WORK TO COMPLETE: Show each line of the entries below in which the word "points" appears.

GIVEN RECORDS:
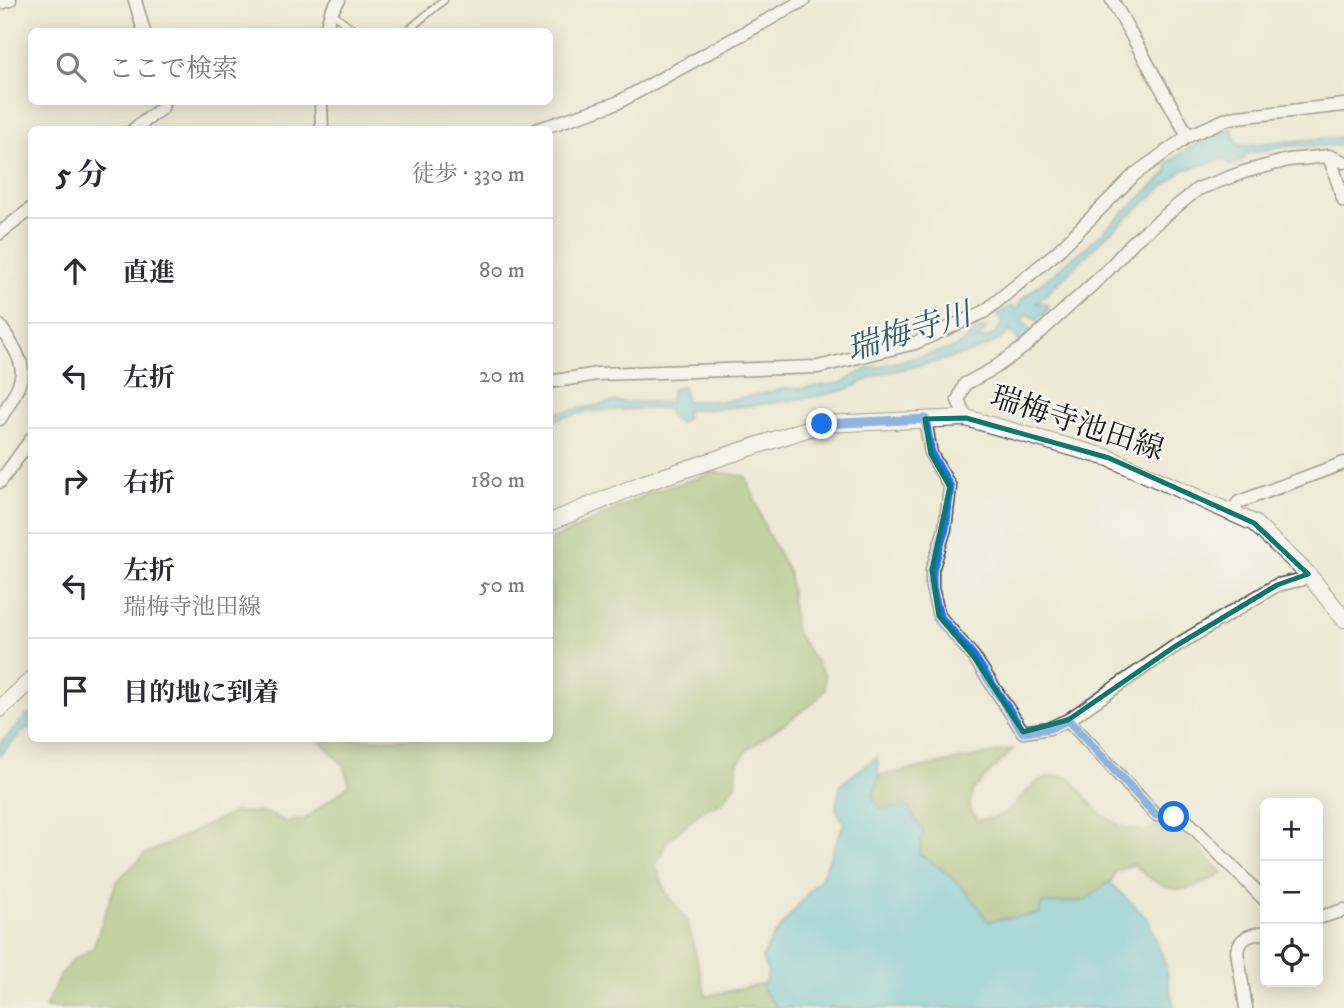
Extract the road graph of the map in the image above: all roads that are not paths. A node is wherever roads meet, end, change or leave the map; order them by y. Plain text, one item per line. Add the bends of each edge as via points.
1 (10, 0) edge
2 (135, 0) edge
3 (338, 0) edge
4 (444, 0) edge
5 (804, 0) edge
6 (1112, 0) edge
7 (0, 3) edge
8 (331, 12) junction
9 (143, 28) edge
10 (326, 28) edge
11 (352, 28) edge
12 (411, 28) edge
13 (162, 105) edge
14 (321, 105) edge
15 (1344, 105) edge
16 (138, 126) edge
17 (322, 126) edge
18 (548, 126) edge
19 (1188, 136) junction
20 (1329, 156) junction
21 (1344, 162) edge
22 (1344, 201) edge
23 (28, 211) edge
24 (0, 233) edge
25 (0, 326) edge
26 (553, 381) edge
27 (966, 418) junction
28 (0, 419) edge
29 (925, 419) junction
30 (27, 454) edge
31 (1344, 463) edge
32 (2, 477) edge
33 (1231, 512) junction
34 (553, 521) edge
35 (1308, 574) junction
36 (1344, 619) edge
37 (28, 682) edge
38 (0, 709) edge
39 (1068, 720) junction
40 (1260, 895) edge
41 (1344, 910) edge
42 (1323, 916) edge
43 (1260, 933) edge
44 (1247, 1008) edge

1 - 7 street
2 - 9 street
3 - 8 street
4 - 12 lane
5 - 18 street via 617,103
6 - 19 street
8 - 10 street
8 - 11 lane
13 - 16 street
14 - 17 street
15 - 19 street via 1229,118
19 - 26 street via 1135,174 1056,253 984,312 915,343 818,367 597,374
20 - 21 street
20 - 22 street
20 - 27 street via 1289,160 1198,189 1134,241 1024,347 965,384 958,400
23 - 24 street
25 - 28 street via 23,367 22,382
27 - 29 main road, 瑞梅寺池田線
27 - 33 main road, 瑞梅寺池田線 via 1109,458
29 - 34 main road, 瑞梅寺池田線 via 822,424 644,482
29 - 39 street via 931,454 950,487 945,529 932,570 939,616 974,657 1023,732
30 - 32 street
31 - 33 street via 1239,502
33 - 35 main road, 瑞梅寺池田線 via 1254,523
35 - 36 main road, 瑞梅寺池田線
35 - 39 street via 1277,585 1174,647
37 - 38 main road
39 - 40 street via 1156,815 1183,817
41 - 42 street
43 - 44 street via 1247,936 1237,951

---

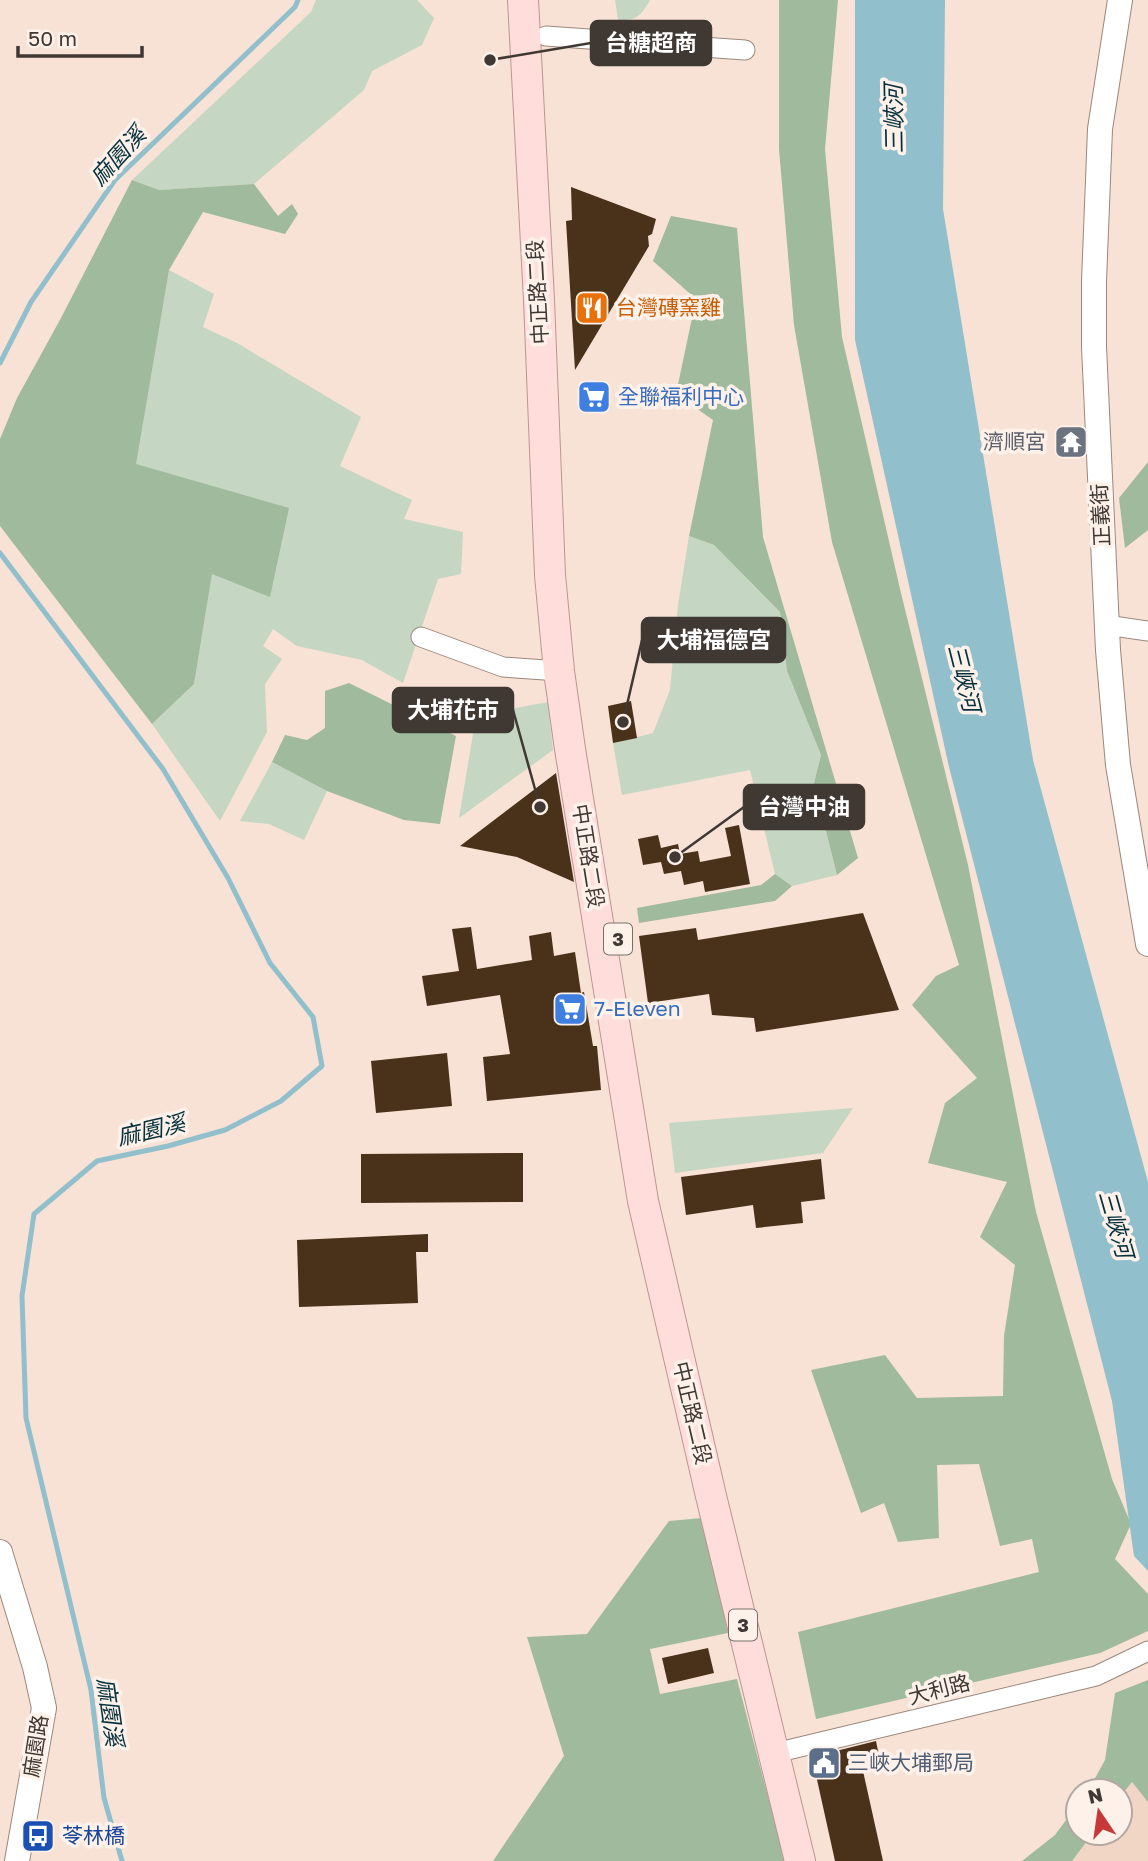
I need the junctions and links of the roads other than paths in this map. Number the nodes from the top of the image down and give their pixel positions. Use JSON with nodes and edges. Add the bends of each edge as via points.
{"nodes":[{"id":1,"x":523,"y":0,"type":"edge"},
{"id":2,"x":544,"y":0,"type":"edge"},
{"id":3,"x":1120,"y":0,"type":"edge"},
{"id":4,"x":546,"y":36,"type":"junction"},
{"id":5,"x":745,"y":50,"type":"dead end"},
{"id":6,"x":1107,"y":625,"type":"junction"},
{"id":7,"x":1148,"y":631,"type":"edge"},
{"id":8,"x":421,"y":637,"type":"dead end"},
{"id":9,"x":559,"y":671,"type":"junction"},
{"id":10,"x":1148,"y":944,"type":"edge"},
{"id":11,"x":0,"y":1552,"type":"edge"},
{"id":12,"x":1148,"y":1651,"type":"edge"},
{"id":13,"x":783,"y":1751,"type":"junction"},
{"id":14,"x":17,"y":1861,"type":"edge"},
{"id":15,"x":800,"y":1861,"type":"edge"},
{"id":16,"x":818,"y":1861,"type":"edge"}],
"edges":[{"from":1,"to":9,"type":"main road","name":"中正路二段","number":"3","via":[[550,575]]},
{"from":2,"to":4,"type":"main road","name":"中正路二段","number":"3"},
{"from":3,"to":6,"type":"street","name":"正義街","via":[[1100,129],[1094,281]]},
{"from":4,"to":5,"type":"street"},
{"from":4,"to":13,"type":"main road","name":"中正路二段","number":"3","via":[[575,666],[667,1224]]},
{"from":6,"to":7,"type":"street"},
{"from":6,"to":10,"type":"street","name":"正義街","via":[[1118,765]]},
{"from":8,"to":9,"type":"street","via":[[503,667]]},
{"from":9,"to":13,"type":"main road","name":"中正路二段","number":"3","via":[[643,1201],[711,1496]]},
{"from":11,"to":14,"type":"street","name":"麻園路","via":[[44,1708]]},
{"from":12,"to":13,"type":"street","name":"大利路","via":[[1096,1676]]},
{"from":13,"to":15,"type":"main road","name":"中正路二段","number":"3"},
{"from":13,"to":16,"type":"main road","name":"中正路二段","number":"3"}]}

ANSWER TO THE PROBLEM:
Extract the road graph of the map in the image above: all roads that are not paths. A node is wherever roads meet, end, change or leave the map; order them by y. Plain text, one item per line. Add the bends of each edge as via points.
I need the junctions and links of the roads other than paths in this map. Number the nodes from the top of the image down and give their pixel positions. Use JSON with nodes and edges. Add the bends of each edge as via points.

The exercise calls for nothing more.